◆ **Task to complete**: In every line of the records, look for "Open", then report how many lines have it and nothing else.

(Stored dataset items)
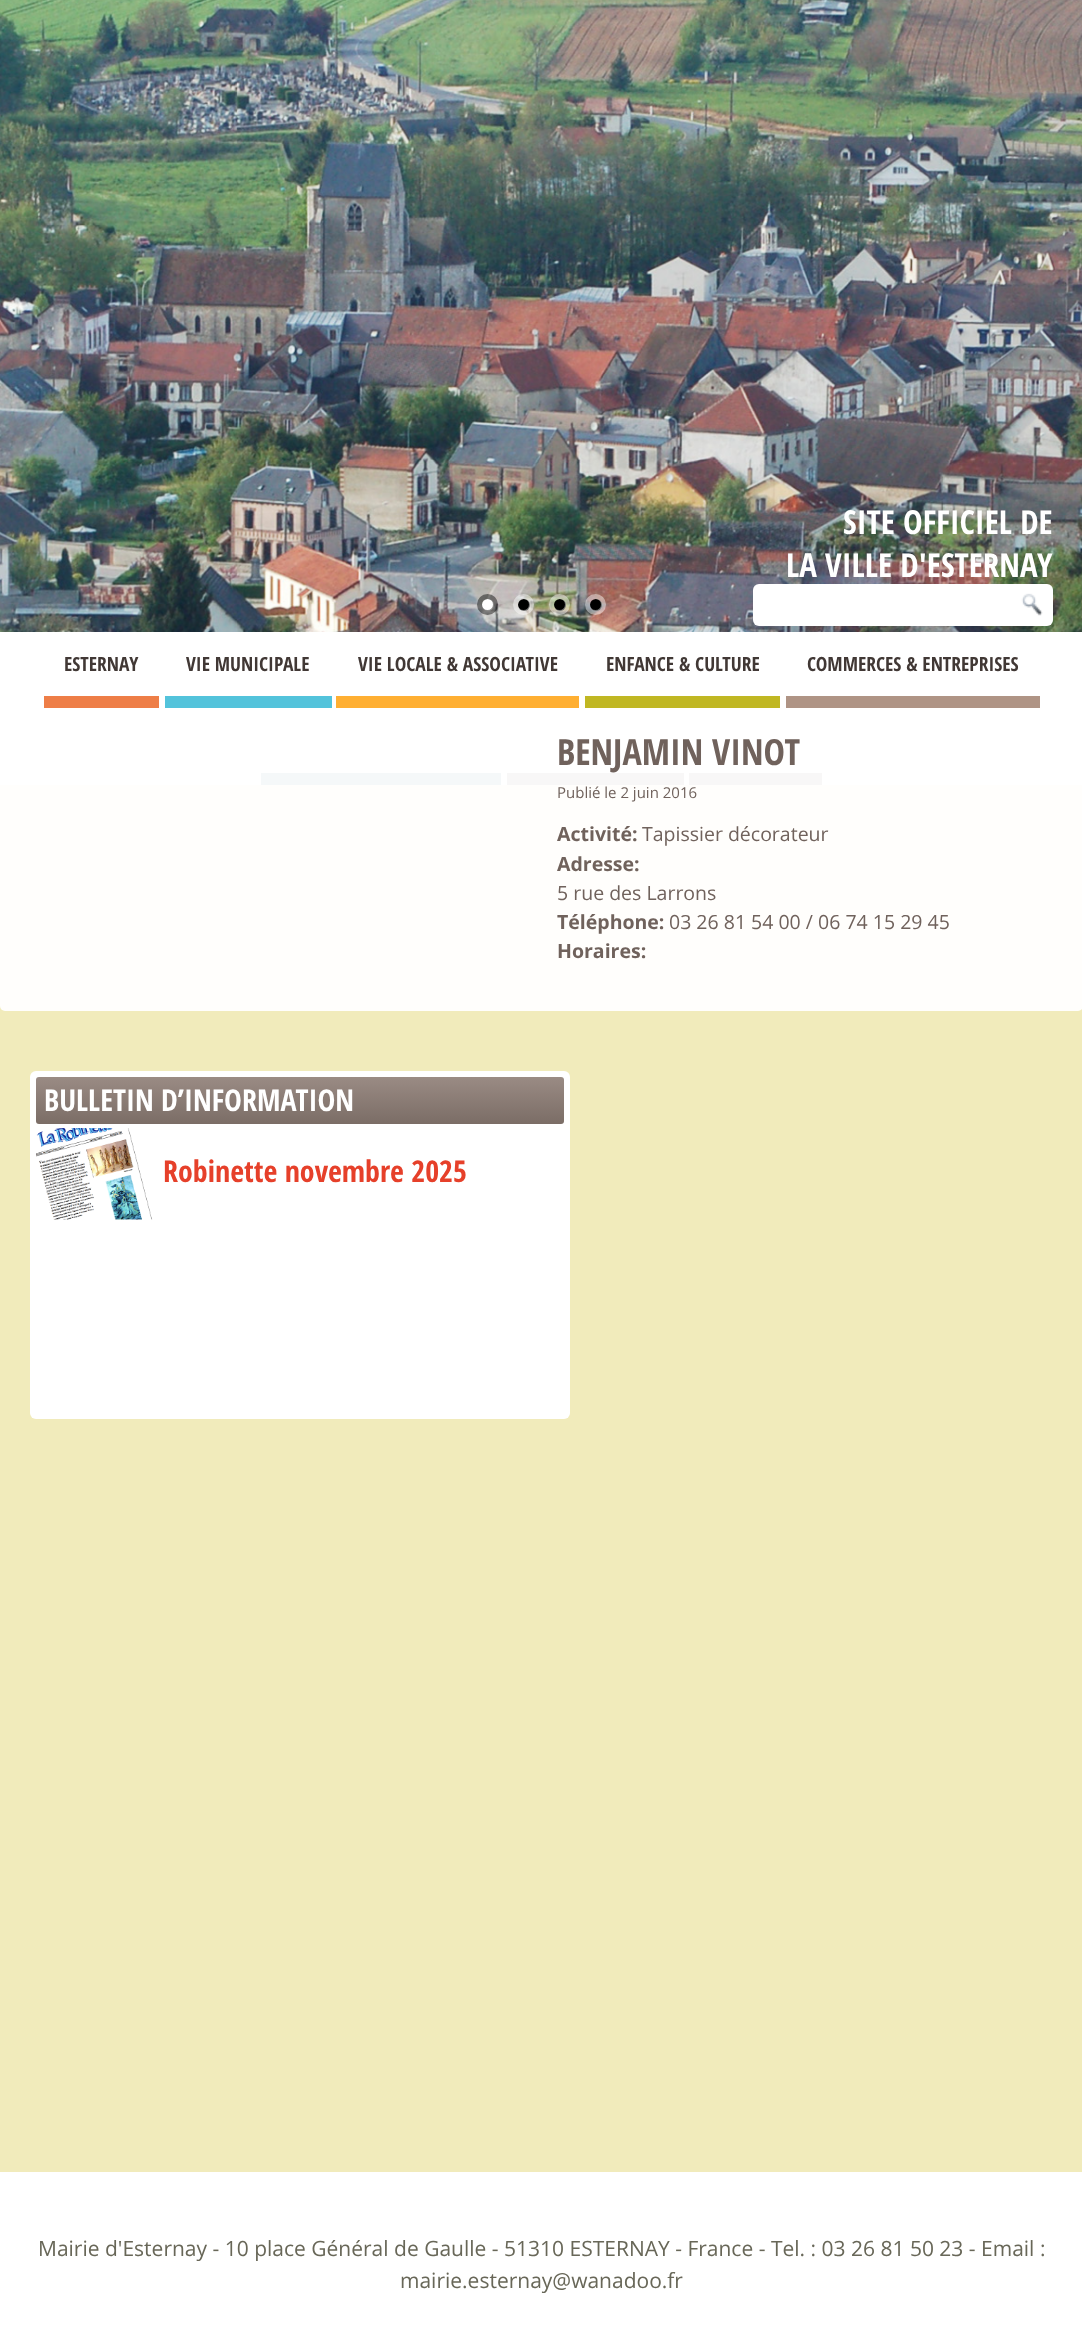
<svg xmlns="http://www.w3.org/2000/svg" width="1082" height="2334">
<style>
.a{font:bold 33px Open Sans Condensed;fill:#fff}
.b{font:bold 19.5px Open Sans Condensed;fill:#413835}
.c{font:bold 36px Open Sans Condensed;fill:#70625c}
.d{font:15px Open Sans;fill:#70625c}
.e{font:bold 19.5px Open Sans;fill:#70625c}
.f{font:19.5px Open Sans;fill:#70625c}
.g{font:bold 30px Open Sans Condensed;fill:#fff}
.h{font:bold 30px Open Sans Condensed;fill:#e6402a}
.i{font:21px Open Sans;fill:#686758}
</style>
<defs>
<linearGradient id="g1" gradientUnits="userSpaceOnUse" x1="300" y1="1077" x2="300" y2="1124"><stop offset="0" stop-color="#9a8b84"/><stop offset="1" stop-color="#7b6d66"/></linearGradient>
</defs>
<rect width="100%" height="100%" fill="#f1ebbb"/>
<image href="1.png" x="0" y="0" width="1082" height="632"/>
<circle fill="#fff" cx="488" cy="605" r="6"/>
<circle fill="none" stroke="#00000070" stroke-width="5" cx="487.5" cy="604.5" r="8"/>
<circle fill="#000" cx="524" cy="605" r="6"/>
<circle fill="none" stroke="#ffffff70" stroke-width="5" cx="523.5" cy="604.5" r="8"/>
<circle fill="#000" cx="560" cy="605" r="6"/>
<circle fill="none" stroke="#ffffff70" stroke-width="5" cx="559.5" cy="604.5" r="8"/>
<circle fill="#000" cx="596" cy="605" r="6"/>
<circle fill="none" stroke="#ffffff70" stroke-width="5" cx="595.5" cy="604.5" r="8"/>
<rect fill="#fff" x="753" y="584" width="300" height="42" rx="6"/>
<image href="2.png" x="1021" y="593" width="22" height="23"/>
<path fill="#fff" d="M0 632h1082v153H0z"/>
<path fill="#ee7e47" d="M44 696h115v12H44z"/>
<path fill="#53c3db" d="M165 696h167v12H165z"/>
<path fill="#ffaf32" d="M336 696h243v12H336z"/>
<path fill="#c0b723" d="M585 696h195v12H585z"/>
<path fill="#af9485" d="M786 696h254v12H786z"/>
<path fill="#3c7e8c" d="M261 773h240v12H261z"/>
<path fill="#796a63" d="M507 773h177v12H507z"/>
<path fill="#796a63" d="M689 773h133v12H689z"/>
<rect fill="#fffffff2" y="713" width="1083" height="298" rx="5"/>
<rect fill="#fff" x="30" y="1071" width="540" height="348" rx="6"/>
<rect fill="url(#g1)" x="36" y="1077" width="528" height="47" rx="3"/>
<image href="3.png" x="36" y="1128" width="117" height="92"/>
<path fill="#fff" d="M0 2172h1082v162H0z"/>
<text class="a" x="843" y="534">SITE OFFICIEL DE</text>
<text class="a" x="786" y="577">LA VILLE D'ESTERNAY</text>
<text class="b" x="64" y="671">ESTERNAY</text>
<text class="b" x="186" y="671">VIE MUNICIPALE</text>
<text class="b" x="358" y="671">VIE LOCALE &amp; ASSOCIATIVE</text>
<text class="b" x="606" y="671">ENFANCE &amp; CULTURE</text>
<text class="b" x="807" y="671">COMMERCES &amp; ENTREPRISES</text>
<text class="c" x="557" y="765">BENJAMIN VINOT</text>
<text class="d" x="557" y="798">Publié le 2 juin 2016</text>
<text class="e" x="557" y="841">Activité:</text>
<text class="f" x="642" y="841">Tapissier décorateur</text>
<text class="e" x="557" y="871">Adresse:</text>
<text class="f" x="557" y="900">5 rue des Larrons</text>
<text class="e" x="557" y="929">Téléphone:</text>
<text class="f" x="669" y="929">03 26 81 54 00 / 06 74 15 29 45</text>
<text class="e" x="557" y="958">Horaires:</text>
<text class="g" x="44" y="1111">BULLETIN D’INFORMATION</text>
<text class="h" x="163" y="1182">Robinette novembre 2025</text>
<text class="i" x="38" y="2256">Mairie d'Esternay - 10 place Général de Gaulle - 51310 ESTERNAY - France - Tel. : 03 26 81 50 23 - Email :</text>
<text class="i" x="400" y="2288">mairie.esternay@wanadoo.fr</text>
</svg>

◆ **Answer to this exercise**: 9